• PROBLEM TO SOLVE
Line by line, transcribe the listing below without omission.

• MATERIAL FOR THE TASK
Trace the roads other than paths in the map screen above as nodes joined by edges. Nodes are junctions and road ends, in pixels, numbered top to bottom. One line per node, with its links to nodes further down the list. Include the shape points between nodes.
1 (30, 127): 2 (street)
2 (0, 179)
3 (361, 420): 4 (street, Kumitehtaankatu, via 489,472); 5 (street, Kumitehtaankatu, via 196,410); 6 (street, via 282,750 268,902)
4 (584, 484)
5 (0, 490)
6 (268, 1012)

• WRITTEN ANSWER
Trace the roads other than paths in the map screen above as nodes joined by edges. Nodes are junctions and road ends, in pixels, numbered top to bottom. One line per node, with its links to nodes further down the list. Include the shape points between nodes.
1 (30, 127): 2 (street)
2 (0, 179)
3 (361, 420): 4 (street, Kumitehtaankatu, via 489,472); 5 (street, Kumitehtaankatu, via 196,410); 6 (street, via 282,750 268,902)
4 (584, 484)
5 (0, 490)
6 (268, 1012)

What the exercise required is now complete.